The biosynthesis of sphingolipids takes place in four stages: (1) synthesis of the 18-carbon amine sphinganine from palmitoyl-CoA and serine; (2) attachment of a fatty acid in amide linkage to yield N-acylsphinganine; (3) desaturation of the sphinganine moiety to form N-acylsphingosine (ceramide); and (4) attachment of a head group to produce a sphingolipid such as a cerebroside or sphingomyelin (Fig. 21-31). The first few steps of this pathway occur in the ER; the attachment of head groups in stage 4 occurs in the Golgi complex. The pathway shares several features with the pathways leading to glycerophospholipids: NADPH provides reducing power, and fatty acids enter as their activated CoA derivatives. In cerebroside formation, sugars enter as their activated nucleotide derivatives.
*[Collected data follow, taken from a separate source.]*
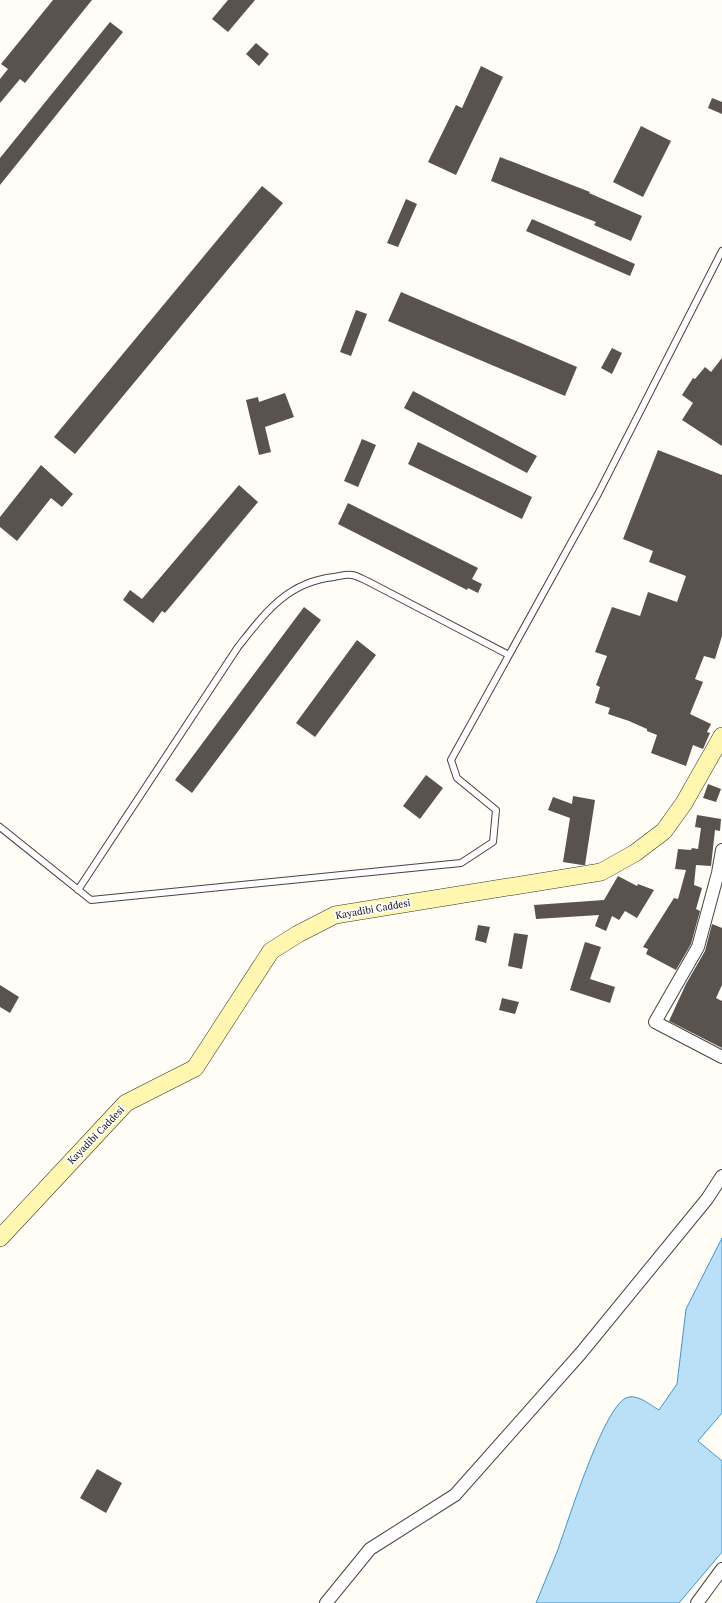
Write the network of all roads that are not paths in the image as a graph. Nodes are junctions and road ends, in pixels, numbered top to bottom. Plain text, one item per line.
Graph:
1 (722, 252) edge
2 (509, 655) junction
3 (722, 736) edge
4 (0, 826) edge
5 (722, 850) edge
6 (78, 890) junction
7 (722, 1057) edge
8 (722, 1176) edge
9 (0, 1238) edge
10 (722, 1569) edge
11 (326, 1603) edge
12 (697, 1603) edge

1 - 2 lane
2 - 6 lane
2 - 6 lane
3 - 9 street, Kayadibi Caddesi
4 - 6 lane
5 - 7 street
8 - 11 street
10 - 12 street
Head-group attachment in sphingolipid synthesis has several novel aspects. For example, phosphatidylcholine, rather than CDP-choline, serves as the donor of phosphocholine in the synthesis of sphingomyelin.

In glycolipids — the cerebrosides and gangliosides (see Fig. 10-11) — the head-group sugar is attached directly to the C-1 hydroxyl of sphingosine in glycosidic linkage rather than through a phosphodiester bond. The sugar donor is a UDP-sugar (UDP-glucose or UDP-galactose).

Membrane lipids are insoluble in water, so they cannot simply diffuse from their point of synthesis (the ER) to their point of insertion. Instead, they are transported from the ER to the Golgi complex, where additional synthesis can take place. They are then delivered in membrane vesicles that bud from the Golgi complex and then move to and fuse with the target membrane (see Fig. 11-4). Sphingolipid transfer proteins carry ceramide from the ER to the Golgi complex, where sphingomyelin synthesis occurs. Cytosolic proteins also bind phospholipids and sterols and transport them between cellular membranes (see Fig. 11-7). These mechanisms contribute to establishment of the characteristic lipid compositions of organelle membranes (see Fig. 11-5).